-- WHAT YOU NEED TO DO --
An exact copy of each line below is needed, with no images in it.

(RECORD SET Opens)

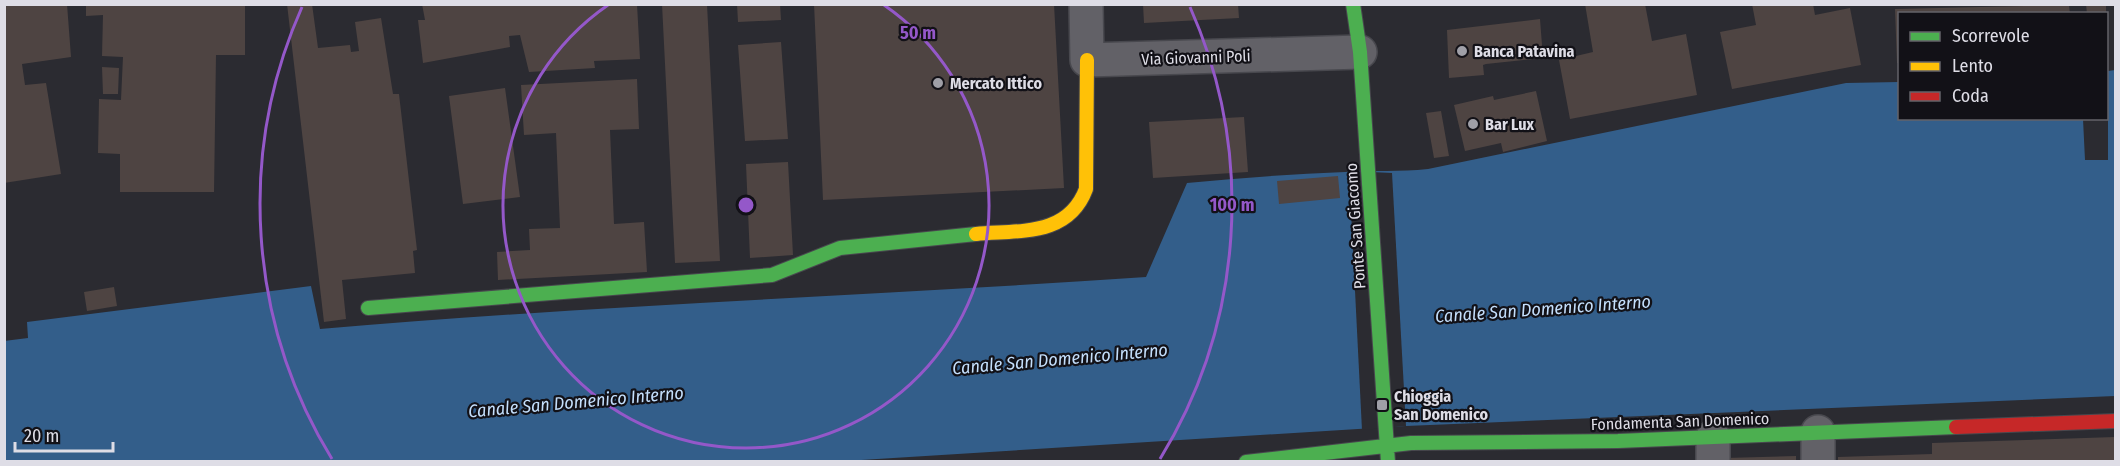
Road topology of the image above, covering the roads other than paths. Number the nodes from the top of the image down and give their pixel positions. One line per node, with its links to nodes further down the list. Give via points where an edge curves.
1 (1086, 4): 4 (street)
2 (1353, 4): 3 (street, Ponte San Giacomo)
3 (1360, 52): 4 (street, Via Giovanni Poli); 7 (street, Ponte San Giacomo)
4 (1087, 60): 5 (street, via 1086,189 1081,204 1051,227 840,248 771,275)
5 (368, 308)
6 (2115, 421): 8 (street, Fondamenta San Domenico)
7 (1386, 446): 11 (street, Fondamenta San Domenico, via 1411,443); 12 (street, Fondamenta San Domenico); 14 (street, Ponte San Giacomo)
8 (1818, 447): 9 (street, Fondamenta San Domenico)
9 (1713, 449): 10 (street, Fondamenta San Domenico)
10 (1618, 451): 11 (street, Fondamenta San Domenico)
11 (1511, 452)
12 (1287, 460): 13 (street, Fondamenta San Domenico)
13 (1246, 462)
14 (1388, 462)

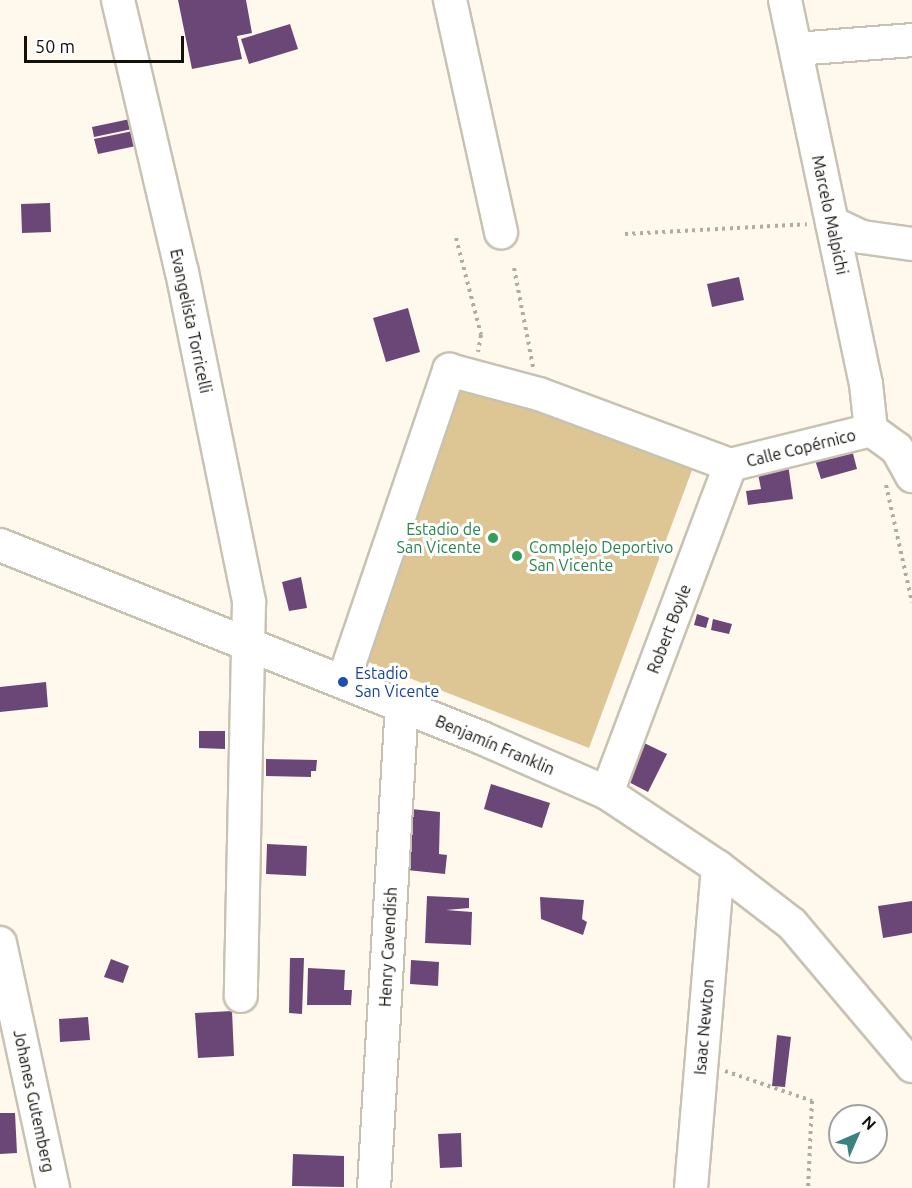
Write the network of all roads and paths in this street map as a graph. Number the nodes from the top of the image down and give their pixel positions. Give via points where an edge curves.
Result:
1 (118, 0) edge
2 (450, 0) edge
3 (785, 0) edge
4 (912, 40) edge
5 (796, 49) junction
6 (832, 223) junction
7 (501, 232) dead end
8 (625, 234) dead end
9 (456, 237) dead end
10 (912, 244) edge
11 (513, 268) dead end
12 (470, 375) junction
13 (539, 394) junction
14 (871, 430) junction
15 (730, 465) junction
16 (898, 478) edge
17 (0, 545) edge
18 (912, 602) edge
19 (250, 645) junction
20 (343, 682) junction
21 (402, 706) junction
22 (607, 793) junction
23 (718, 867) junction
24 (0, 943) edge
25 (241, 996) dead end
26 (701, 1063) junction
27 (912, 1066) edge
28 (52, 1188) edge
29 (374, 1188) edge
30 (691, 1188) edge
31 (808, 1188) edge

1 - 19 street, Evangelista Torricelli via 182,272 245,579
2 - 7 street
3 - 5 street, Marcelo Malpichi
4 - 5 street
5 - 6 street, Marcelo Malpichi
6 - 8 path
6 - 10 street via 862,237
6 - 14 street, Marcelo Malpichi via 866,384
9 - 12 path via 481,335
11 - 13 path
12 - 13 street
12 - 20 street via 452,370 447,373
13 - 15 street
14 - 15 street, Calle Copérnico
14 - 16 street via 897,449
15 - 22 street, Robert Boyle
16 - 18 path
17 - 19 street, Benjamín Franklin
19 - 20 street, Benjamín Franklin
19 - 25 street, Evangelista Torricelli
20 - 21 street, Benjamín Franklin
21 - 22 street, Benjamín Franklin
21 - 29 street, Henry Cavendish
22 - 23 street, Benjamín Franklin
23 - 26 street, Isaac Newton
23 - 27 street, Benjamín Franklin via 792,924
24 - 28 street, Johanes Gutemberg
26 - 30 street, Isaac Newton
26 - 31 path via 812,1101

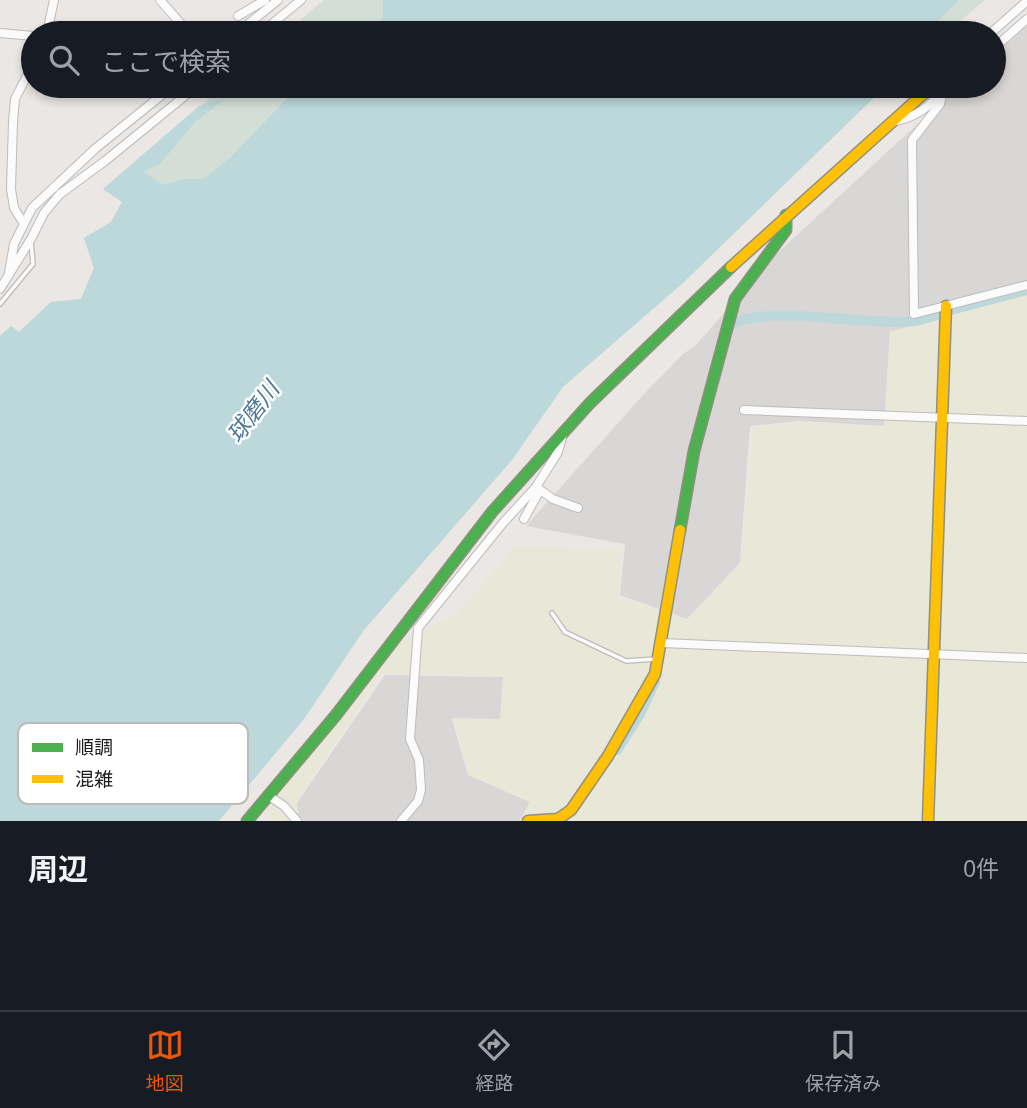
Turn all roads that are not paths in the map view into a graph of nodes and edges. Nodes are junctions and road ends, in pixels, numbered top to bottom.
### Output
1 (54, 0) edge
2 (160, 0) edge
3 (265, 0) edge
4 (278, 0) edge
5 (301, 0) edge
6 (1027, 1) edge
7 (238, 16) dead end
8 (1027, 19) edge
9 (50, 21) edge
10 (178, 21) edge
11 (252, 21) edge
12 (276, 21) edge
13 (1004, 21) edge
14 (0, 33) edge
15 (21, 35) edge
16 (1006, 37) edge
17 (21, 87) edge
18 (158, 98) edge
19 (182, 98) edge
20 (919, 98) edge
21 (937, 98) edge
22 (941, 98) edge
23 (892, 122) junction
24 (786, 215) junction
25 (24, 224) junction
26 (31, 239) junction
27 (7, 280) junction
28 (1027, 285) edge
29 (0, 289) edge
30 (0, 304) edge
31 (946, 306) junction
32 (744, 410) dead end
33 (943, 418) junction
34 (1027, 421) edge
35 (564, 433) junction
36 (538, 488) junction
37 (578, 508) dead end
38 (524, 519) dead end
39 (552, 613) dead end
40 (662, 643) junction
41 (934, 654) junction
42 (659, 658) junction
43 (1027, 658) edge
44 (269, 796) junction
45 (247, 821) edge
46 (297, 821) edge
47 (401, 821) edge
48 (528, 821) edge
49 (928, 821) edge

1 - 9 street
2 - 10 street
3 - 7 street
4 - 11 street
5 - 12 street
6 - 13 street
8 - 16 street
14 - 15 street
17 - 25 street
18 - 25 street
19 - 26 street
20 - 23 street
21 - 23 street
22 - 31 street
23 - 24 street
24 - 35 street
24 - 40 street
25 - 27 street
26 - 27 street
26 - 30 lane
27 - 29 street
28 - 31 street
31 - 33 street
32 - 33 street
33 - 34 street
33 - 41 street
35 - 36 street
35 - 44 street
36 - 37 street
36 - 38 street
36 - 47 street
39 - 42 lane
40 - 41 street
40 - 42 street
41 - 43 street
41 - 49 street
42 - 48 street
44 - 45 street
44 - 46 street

(RECORD SET Closes)

-- YOUR SOLUTION --
Road topology of the image above, covering the roads other than paths. Number the nodes from the top of the image down and give their pixel positions. One line per node, with its links to nodes further down the list. Give via points where an edge curves.
1 (1086, 4): 4 (street)
2 (1353, 4): 3 (street, Ponte San Giacomo)
3 (1360, 52): 4 (street, Via Giovanni Poli); 7 (street, Ponte San Giacomo)
4 (1087, 60): 5 (street, via 1086,189 1081,204 1051,227 840,248 771,275)
5 (368, 308)
6 (2115, 421): 8 (street, Fondamenta San Domenico)
7 (1386, 446): 11 (street, Fondamenta San Domenico, via 1411,443); 12 (street, Fondamenta San Domenico); 14 (street, Ponte San Giacomo)
8 (1818, 447): 9 (street, Fondamenta San Domenico)
9 (1713, 449): 10 (street, Fondamenta San Domenico)
10 (1618, 451): 11 (street, Fondamenta San Domenico)
11 (1511, 452)
12 (1287, 460): 13 (street, Fondamenta San Domenico)
13 (1246, 462)
14 (1388, 462)

Write the network of all roads and paths in this street map as a graph. Number the nodes from the top of the image down and give their pixel positions. Give via points where an edge curves.
Result:
1 (118, 0) edge
2 (450, 0) edge
3 (785, 0) edge
4 (912, 40) edge
5 (796, 49) junction
6 (832, 223) junction
7 (501, 232) dead end
8 (625, 234) dead end
9 (456, 237) dead end
10 (912, 244) edge
11 (513, 268) dead end
12 (470, 375) junction
13 (539, 394) junction
14 (871, 430) junction
15 (730, 465) junction
16 (898, 478) edge
17 (0, 545) edge
18 (912, 602) edge
19 (250, 645) junction
20 (343, 682) junction
21 (402, 706) junction
22 (607, 793) junction
23 (718, 867) junction
24 (0, 943) edge
25 (241, 996) dead end
26 (701, 1063) junction
27 (912, 1066) edge
28 (52, 1188) edge
29 (374, 1188) edge
30 (691, 1188) edge
31 (808, 1188) edge

1 - 19 street, Evangelista Torricelli via 182,272 245,579
2 - 7 street
3 - 5 street, Marcelo Malpichi
4 - 5 street
5 - 6 street, Marcelo Malpichi
6 - 8 path
6 - 10 street via 862,237
6 - 14 street, Marcelo Malpichi via 866,384
9 - 12 path via 481,335
11 - 13 path
12 - 13 street
12 - 20 street via 452,370 447,373
13 - 15 street
14 - 15 street, Calle Copérnico
14 - 16 street via 897,449
15 - 22 street, Robert Boyle
16 - 18 path
17 - 19 street, Benjamín Franklin
19 - 20 street, Benjamín Franklin
19 - 25 street, Evangelista Torricelli
20 - 21 street, Benjamín Franklin
21 - 22 street, Benjamín Franklin
21 - 29 street, Henry Cavendish
22 - 23 street, Benjamín Franklin
23 - 26 street, Isaac Newton
23 - 27 street, Benjamín Franklin via 792,924
24 - 28 street, Johanes Gutemberg
26 - 30 street, Isaac Newton
26 - 31 path via 812,1101

Turn all roads that are not paths in the map view into a graph of nodes and edges. Nodes are junctions and road ends, in pixels, numbered top to bottom.
### Output
1 (54, 0) edge
2 (160, 0) edge
3 (265, 0) edge
4 (278, 0) edge
5 (301, 0) edge
6 (1027, 1) edge
7 (238, 16) dead end
8 (1027, 19) edge
9 (50, 21) edge
10 (178, 21) edge
11 (252, 21) edge
12 (276, 21) edge
13 (1004, 21) edge
14 (0, 33) edge
15 (21, 35) edge
16 (1006, 37) edge
17 (21, 87) edge
18 (158, 98) edge
19 (182, 98) edge
20 (919, 98) edge
21 (937, 98) edge
22 (941, 98) edge
23 (892, 122) junction
24 (786, 215) junction
25 (24, 224) junction
26 (31, 239) junction
27 (7, 280) junction
28 (1027, 285) edge
29 (0, 289) edge
30 (0, 304) edge
31 (946, 306) junction
32 (744, 410) dead end
33 (943, 418) junction
34 (1027, 421) edge
35 (564, 433) junction
36 (538, 488) junction
37 (578, 508) dead end
38 (524, 519) dead end
39 (552, 613) dead end
40 (662, 643) junction
41 (934, 654) junction
42 (659, 658) junction
43 (1027, 658) edge
44 (269, 796) junction
45 (247, 821) edge
46 (297, 821) edge
47 (401, 821) edge
48 (528, 821) edge
49 (928, 821) edge

1 - 9 street
2 - 10 street
3 - 7 street
4 - 11 street
5 - 12 street
6 - 13 street
8 - 16 street
14 - 15 street
17 - 25 street
18 - 25 street
19 - 26 street
20 - 23 street
21 - 23 street
22 - 31 street
23 - 24 street
24 - 35 street
24 - 40 street
25 - 27 street
26 - 27 street
26 - 30 lane
27 - 29 street
28 - 31 street
31 - 33 street
32 - 33 street
33 - 34 street
33 - 41 street
35 - 36 street
35 - 44 street
36 - 37 street
36 - 38 street
36 - 47 street
39 - 42 lane
40 - 41 street
40 - 42 street
41 - 43 street
41 - 49 street
42 - 48 street
44 - 45 street
44 - 46 street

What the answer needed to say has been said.